== Problem statement ==
Every entry gets copied exactly. No images go into the copy.
START Task input
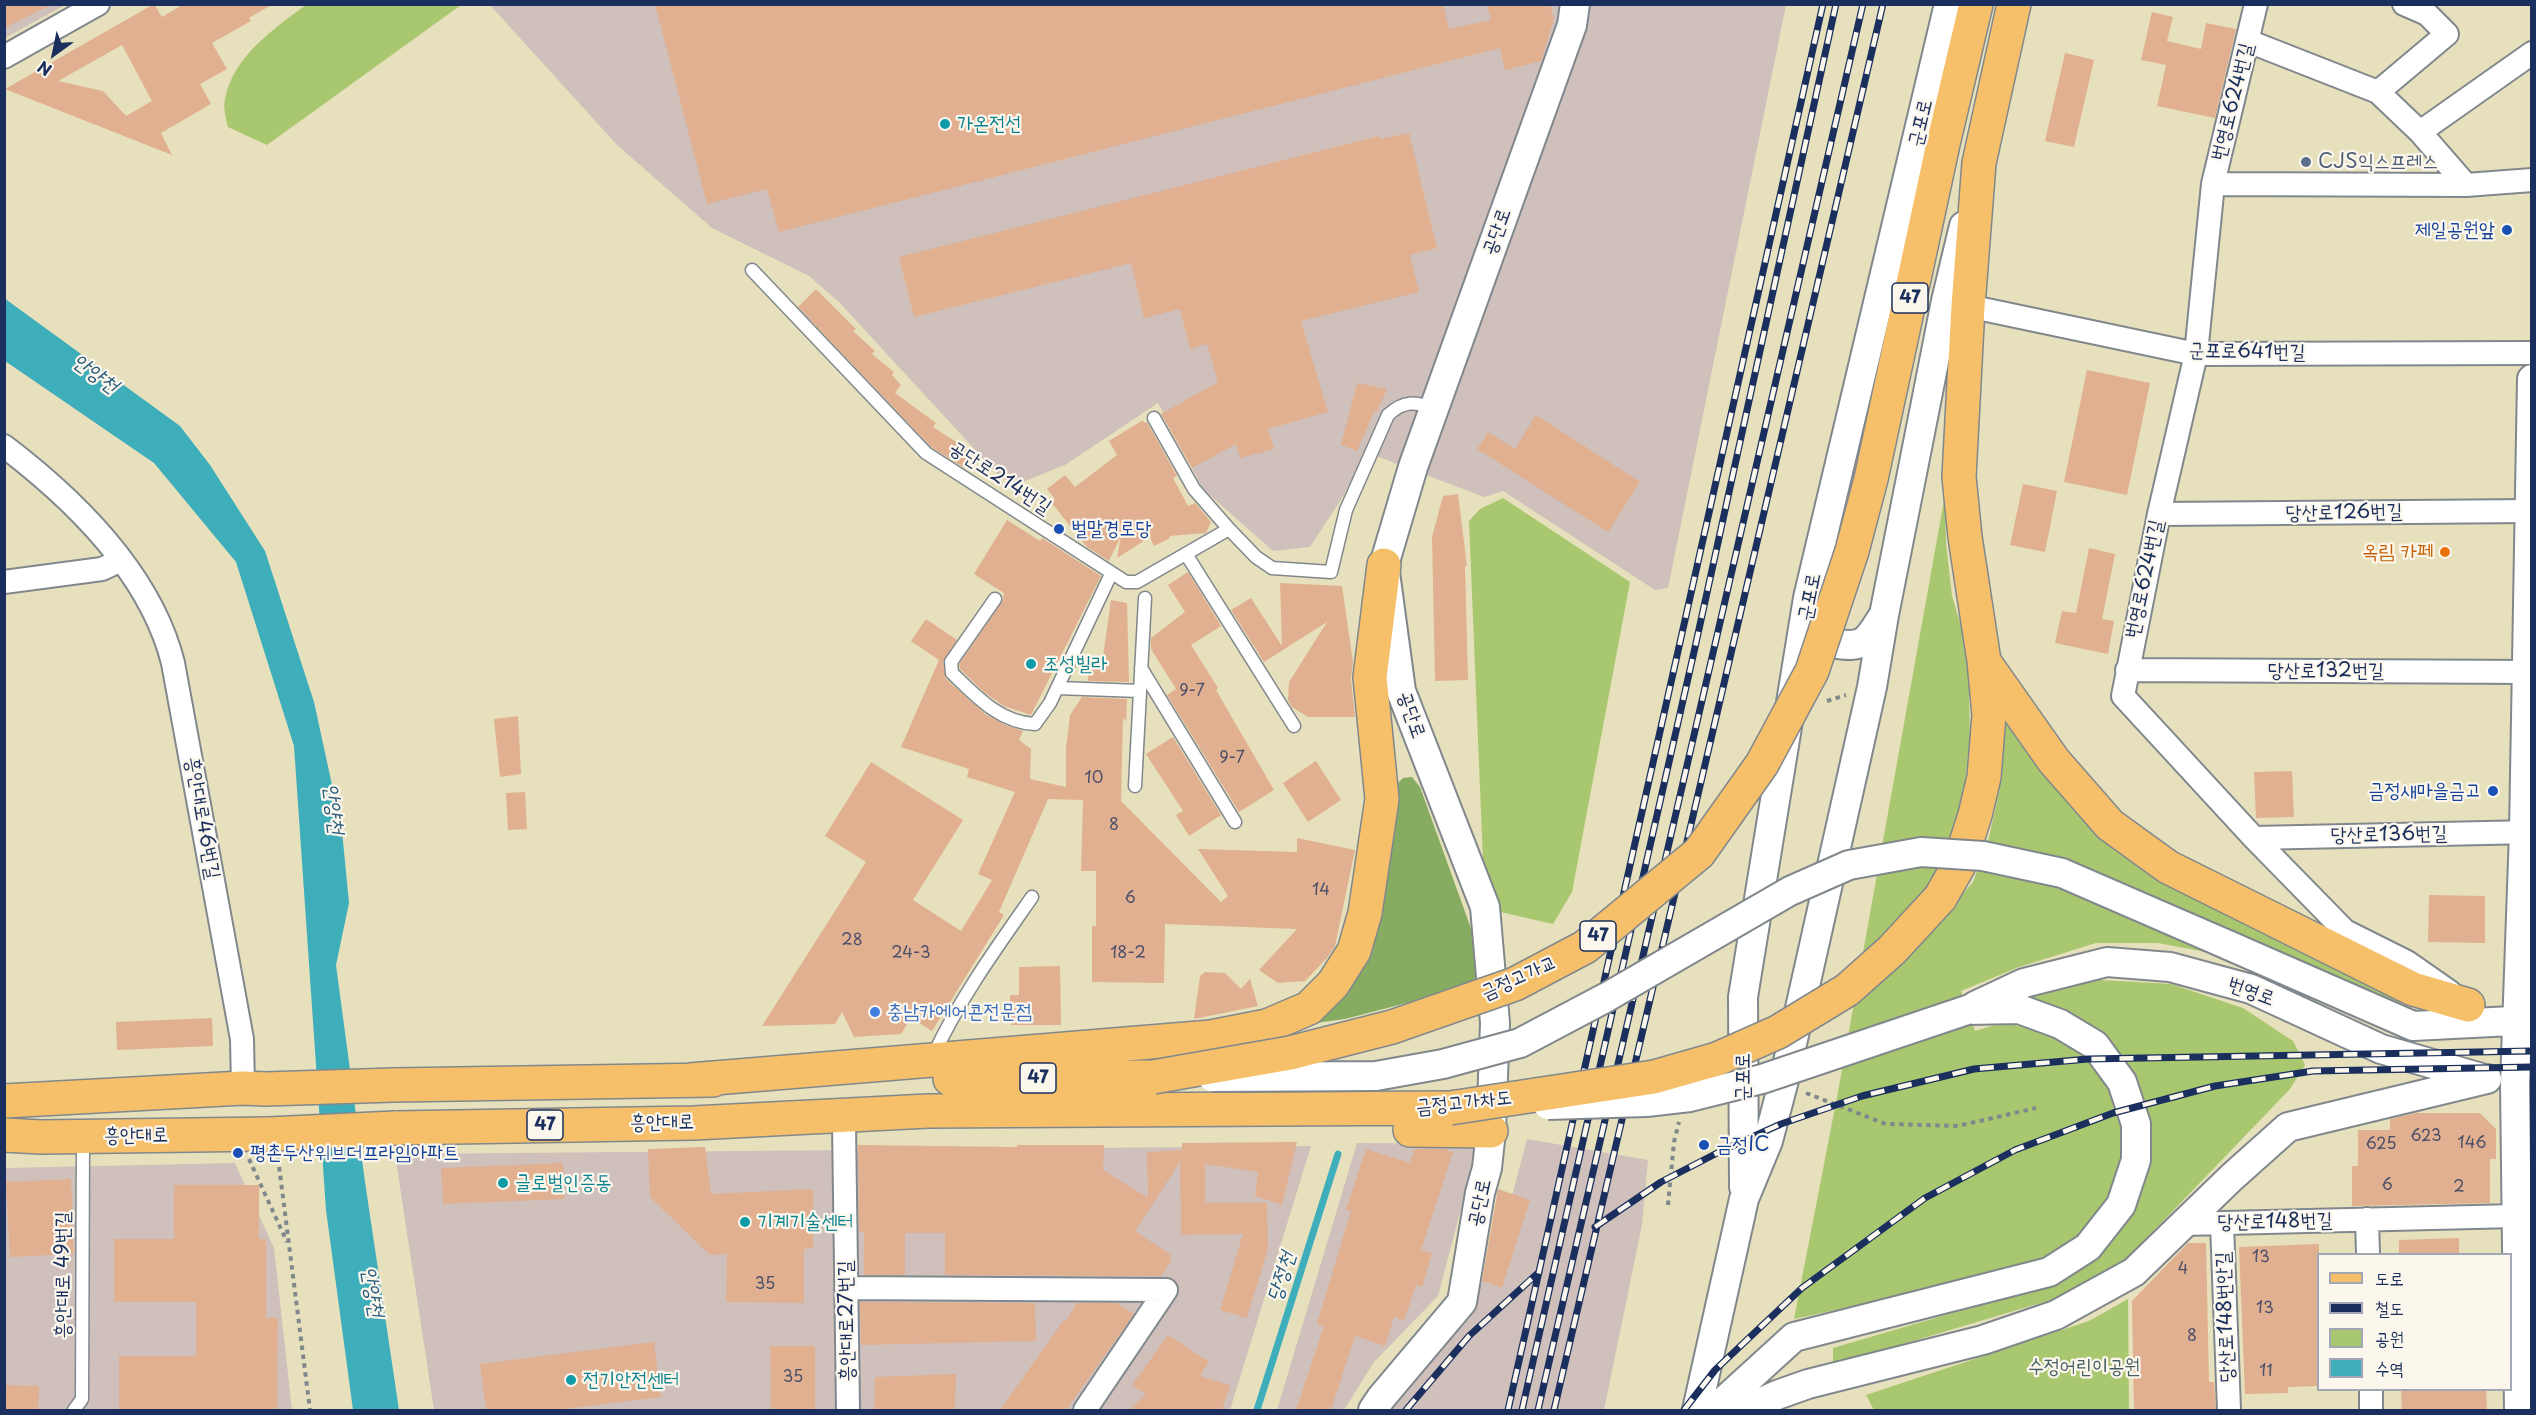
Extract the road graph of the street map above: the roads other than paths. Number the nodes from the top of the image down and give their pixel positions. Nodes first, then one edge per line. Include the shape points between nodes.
1 (98, 4) edge
2 (1575, 4) edge
3 (1949, 4) edge
4 (1976, 4) edge
5 (2014, 4) edge
6 (2256, 4) edge
7 (2404, 4) edge
8 (2248, 41) junction
9 (2532, 53) edge
10 (4, 57) edge
11 (2378, 92) junction
12 (2420, 132) junction
13 (1979, 163) junction
14 (2532, 180) edge
15 (2213, 184) junction
16 (2466, 185) junction
17 (752, 270) dead end
18 (1968, 306) junction
19 (2532, 353) edge
20 (2196, 354) junction
21 (2532, 379) edge
22 (1434, 408) junction
23 (1154, 418) dead end
24 (4, 446) edge
25 (2531, 511) edge
26 (2159, 514) junction
27 (1229, 529) junction
28 (1852, 551) joint
29 (1186, 554) junction
30 (121, 561) junction
31 (1384, 565) junction
32 (1111, 574) junction
33 (4, 582) edge
34 (1145, 598) dead end
35 (1808, 598) junction
36 (994, 599) dead end
37 (1884, 615) junction
38 (1984, 661) junction
39 (1141, 668) junction
40 (2127, 670) junction
41 (2529, 672) edge
42 (1057, 688) junction
43 (1140, 691) junction
44 (1294, 726) dead end
45 (1135, 786) dead end
46 (1235, 822) dead end
47 (2528, 832) edge
48 (2254, 838) junction
49 (1032, 897) dead end
50 (1940, 898) joint
51 (2468, 1005) junction
52 (1967, 1010) junction
53 (2525, 1020) edge
54 (928, 1070) junction
55 (1153, 1077) junction
56 (2487, 1080) junction
57 (2523, 1084) edge
58 (254, 1089) junction
59 (14, 1098) edge
60 (1450, 1108) junction
61 (928, 1112) joint
62 (694, 1123) junction
63 (844, 1124) junction
64 (1491, 1131) junction
65 (4, 1136) edge
66 (83, 1136) junction
67 (1744, 1199) junction
68 (2516, 1216) junction
69 (2367, 1220) junction
70 (2183, 1224) junction
71 (2222, 1224) junction
72 (2368, 1253) edge
73 (846, 1288) junction
74 (2525, 1289) edge
75 (2370, 1391) edge
76 (74, 1410) edge
77 (849, 1410) edge
78 (1084, 1410) edge
79 (1373, 1410) edge
80 (1697, 1410) edge
81 (1714, 1410) edge
82 (1745, 1410) edge
83 (2229, 1410) edge
84 (2371, 1410) edge
85 (2519, 1410) edge

1 - 10 street
2 - 22 street, 공단로 via 1572,25
3 - 35 street, 군포로
4 - 28 main road, 군포로 / 47
5 - 13 main road, 군포로 / 47
6 - 8 street, 번영로624번길
7 - 11 street via 2427,14 2447,34
8 - 11 street
8 - 15 street, 번영로624번길
9 - 12 street
11 - 12 street
12 - 16 street
13 - 18 main road, 군포로 / 47
13 - 37 street, 군포로 via 1946,301
14 - 16 street
15 - 16 street
15 - 20 street, 번영로624번길
17 - 32 lane, 공단로214번길 via 926,453
18 - 20 street, 군포로641번길
18 - 38 main road, 군포로 / 47 via 1959,477
19 - 20 street, 군포로641번길
20 - 26 street, 번영로624번길
21 - 25 street
22 - 27 lane via 1412,401 1397,406 1388,415 1346,510 1331,572 1272,568
22 - 31 street, 공단로
23 - 27 lane via 1194,489
24 - 30 street, 흥안대로46번길 via 43,475 99,532
25 - 26 street, 당산로126번길
25 - 41 street
26 - 40 street, 번영로624번길
27 - 29 lane, 공단로214번길
28 - 55 main road, 금정고가교 / 47, bridge via 1812,671 1762,764 1699,853 1585,947 1515,984 1392,1027 1290,1053
29 - 32 lane, 공단로214번길 via 1137,582 1126,582
29 - 44 lane
30 - 33 street via 102,569
30 - 58 street, 흥안대로46번길 via 166,634
31 - 54 main road via 1370,677 1382,799 1365,913 1354,951 1333,984 1309,1008 1268,1026 1211,1037
31 - 64 street, 공단로 via 1401,691 1485,907 1495,1023
32 - 42 lane
34 - 39 lane
35 - 37 street via 1816,624 1832,643 1852,646 1869,639
35 - 67 street, 군포로 via 1743,997
36 - 42 lane via 951,662 952,673 992,710 1021,724 1035,724
37 - 67 street, 군포로 via 1872,687 1783,1084 1768,1141
38 - 50 main road, 군포로 / 47 via 1989,715 1984,777 1959,865
38 - 51 main road via 2054,761 2109,825 2158,860 2413,989
39 - 43 lane
39 - 46 lane
40 - 41 street, 당산로132번길
40 - 48 street, 번영로624번길 via 2123,696
41 - 47 street
42 - 43 lane
43 - 45 lane
47 - 48 street, 당산로136번길
47 - 53 street
48 - 51 street, 번영로624번길 via 2345,931 2407,962
49 - 54 lane via 970,985
50 - 60 main road, 금정고가차도 / 47, bridge via 1892,950 1847,990 1778,1032 1717,1059 1654,1077
51 - 53 street
52 - 56 street, 번영로 via 2024,982 2107,962 2170,967 2251,988 2382,1049
52 - 60 street, bridge via 1762,1079 1690,1097
52 - 81 street via 2019,1009 2060,1024 2095,1045 2122,1082 2136,1125 2136,1160 2121,1204 2088,1247 2049,1272 1794,1337
53 - 55 street, bridge via 2413,1026 2061,873 1983,856 1922,852 1849,866 1790,891 1520,1043 1443,1064 1376,1076
53 - 57 street
54 - 55 main road, 47
54 - 58 main road, 47, bridge via 690,1080
56 - 57 street, 번영로
56 - 70 street via 2288,1127
57 - 68 street
58 - 59 main road, 47
60 - 61 main road, 금정고가차도 / 47
61 - 62 main road, 흥안대로 / 47
62 - 63 main road
62 - 66 main road, 흥안대로 / 47, bridge
63 - 64 main road
63 - 73 street, 흥안대로27번길
64 - 79 street, 공단로 via 1462,1302
65 - 66 main road, 흥안대로 / 47
66 - 76 lane, 흥안대로 49번길 via 82,1399
67 - 80 street, 군포로
68 - 69 street, 당산로148번길
68 - 74 street
69 - 71 street, 당산로148번길
69 - 72 street
70 - 71 street, 당산로148번길
70 - 82 street via 2134,1272 2056,1315 1983,1340 1808,1384
71 - 83 street, 당산로148번안길
73 - 77 street, 흥안대로27번길
73 - 78 street via 1166,1290
74 - 85 street
75 - 84 street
END Task input
== Task solution ==
Extract the road graph of the street map above: the roads other than paths. Number the nodes from the top of the image down and give their pixel positions. Nodes first, then one edge per line. Include the shape points between nodes.
1 (98, 4) edge
2 (1575, 4) edge
3 (1949, 4) edge
4 (1976, 4) edge
5 (2014, 4) edge
6 (2256, 4) edge
7 (2404, 4) edge
8 (2248, 41) junction
9 (2532, 53) edge
10 (4, 57) edge
11 (2378, 92) junction
12 (2420, 132) junction
13 (1979, 163) junction
14 (2532, 180) edge
15 (2213, 184) junction
16 (2466, 185) junction
17 (752, 270) dead end
18 (1968, 306) junction
19 (2532, 353) edge
20 (2196, 354) junction
21 (2532, 379) edge
22 (1434, 408) junction
23 (1154, 418) dead end
24 (4, 446) edge
25 (2531, 511) edge
26 (2159, 514) junction
27 (1229, 529) junction
28 (1852, 551) joint
29 (1186, 554) junction
30 (121, 561) junction
31 (1384, 565) junction
32 (1111, 574) junction
33 (4, 582) edge
34 (1145, 598) dead end
35 (1808, 598) junction
36 (994, 599) dead end
37 (1884, 615) junction
38 (1984, 661) junction
39 (1141, 668) junction
40 (2127, 670) junction
41 (2529, 672) edge
42 (1057, 688) junction
43 (1140, 691) junction
44 (1294, 726) dead end
45 (1135, 786) dead end
46 (1235, 822) dead end
47 (2528, 832) edge
48 (2254, 838) junction
49 (1032, 897) dead end
50 (1940, 898) joint
51 (2468, 1005) junction
52 (1967, 1010) junction
53 (2525, 1020) edge
54 (928, 1070) junction
55 (1153, 1077) junction
56 (2487, 1080) junction
57 (2523, 1084) edge
58 (254, 1089) junction
59 (14, 1098) edge
60 (1450, 1108) junction
61 (928, 1112) joint
62 (694, 1123) junction
63 (844, 1124) junction
64 (1491, 1131) junction
65 (4, 1136) edge
66 (83, 1136) junction
67 (1744, 1199) junction
68 (2516, 1216) junction
69 (2367, 1220) junction
70 (2183, 1224) junction
71 (2222, 1224) junction
72 (2368, 1253) edge
73 (846, 1288) junction
74 (2525, 1289) edge
75 (2370, 1391) edge
76 (74, 1410) edge
77 (849, 1410) edge
78 (1084, 1410) edge
79 (1373, 1410) edge
80 (1697, 1410) edge
81 (1714, 1410) edge
82 (1745, 1410) edge
83 (2229, 1410) edge
84 (2371, 1410) edge
85 (2519, 1410) edge

1 - 10 street
2 - 22 street, 공단로 via 1572,25
3 - 35 street, 군포로
4 - 28 main road, 군포로 / 47
5 - 13 main road, 군포로 / 47
6 - 8 street, 번영로624번길
7 - 11 street via 2427,14 2447,34
8 - 11 street
8 - 15 street, 번영로624번길
9 - 12 street
11 - 12 street
12 - 16 street
13 - 18 main road, 군포로 / 47
13 - 37 street, 군포로 via 1946,301
14 - 16 street
15 - 16 street
15 - 20 street, 번영로624번길
17 - 32 lane, 공단로214번길 via 926,453
18 - 20 street, 군포로641번길
18 - 38 main road, 군포로 / 47 via 1959,477
19 - 20 street, 군포로641번길
20 - 26 street, 번영로624번길
21 - 25 street
22 - 27 lane via 1412,401 1397,406 1388,415 1346,510 1331,572 1272,568
22 - 31 street, 공단로
23 - 27 lane via 1194,489
24 - 30 street, 흥안대로46번길 via 43,475 99,532
25 - 26 street, 당산로126번길
25 - 41 street
26 - 40 street, 번영로624번길
27 - 29 lane, 공단로214번길
28 - 55 main road, 금정고가교 / 47, bridge via 1812,671 1762,764 1699,853 1585,947 1515,984 1392,1027 1290,1053
29 - 32 lane, 공단로214번길 via 1137,582 1126,582
29 - 44 lane
30 - 33 street via 102,569
30 - 58 street, 흥안대로46번길 via 166,634
31 - 54 main road via 1370,677 1382,799 1365,913 1354,951 1333,984 1309,1008 1268,1026 1211,1037
31 - 64 street, 공단로 via 1401,691 1485,907 1495,1023
32 - 42 lane
34 - 39 lane
35 - 37 street via 1816,624 1832,643 1852,646 1869,639
35 - 67 street, 군포로 via 1743,997
36 - 42 lane via 951,662 952,673 992,710 1021,724 1035,724
37 - 67 street, 군포로 via 1872,687 1783,1084 1768,1141
38 - 50 main road, 군포로 / 47 via 1989,715 1984,777 1959,865
38 - 51 main road via 2054,761 2109,825 2158,860 2413,989
39 - 43 lane
39 - 46 lane
40 - 41 street, 당산로132번길
40 - 48 street, 번영로624번길 via 2123,696
41 - 47 street
42 - 43 lane
43 - 45 lane
47 - 48 street, 당산로136번길
47 - 53 street
48 - 51 street, 번영로624번길 via 2345,931 2407,962
49 - 54 lane via 970,985
50 - 60 main road, 금정고가차도 / 47, bridge via 1892,950 1847,990 1778,1032 1717,1059 1654,1077
51 - 53 street
52 - 56 street, 번영로 via 2024,982 2107,962 2170,967 2251,988 2382,1049
52 - 60 street, bridge via 1762,1079 1690,1097
52 - 81 street via 2019,1009 2060,1024 2095,1045 2122,1082 2136,1125 2136,1160 2121,1204 2088,1247 2049,1272 1794,1337
53 - 55 street, bridge via 2413,1026 2061,873 1983,856 1922,852 1849,866 1790,891 1520,1043 1443,1064 1376,1076
53 - 57 street
54 - 55 main road, 47
54 - 58 main road, 47, bridge via 690,1080
56 - 57 street, 번영로
56 - 70 street via 2288,1127
57 - 68 street
58 - 59 main road, 47
60 - 61 main road, 금정고가차도 / 47
61 - 62 main road, 흥안대로 / 47
62 - 63 main road
62 - 66 main road, 흥안대로 / 47, bridge
63 - 64 main road
63 - 73 street, 흥안대로27번길
64 - 79 street, 공단로 via 1462,1302
65 - 66 main road, 흥안대로 / 47
66 - 76 lane, 흥안대로 49번길 via 82,1399
67 - 80 street, 군포로
68 - 69 street, 당산로148번길
68 - 74 street
69 - 71 street, 당산로148번길
69 - 72 street
70 - 71 street, 당산로148번길
70 - 82 street via 2134,1272 2056,1315 1983,1340 1808,1384
71 - 83 street, 당산로148번안길
73 - 77 street, 흥안대로27번길
73 - 78 street via 1166,1290
74 - 85 street
75 - 84 street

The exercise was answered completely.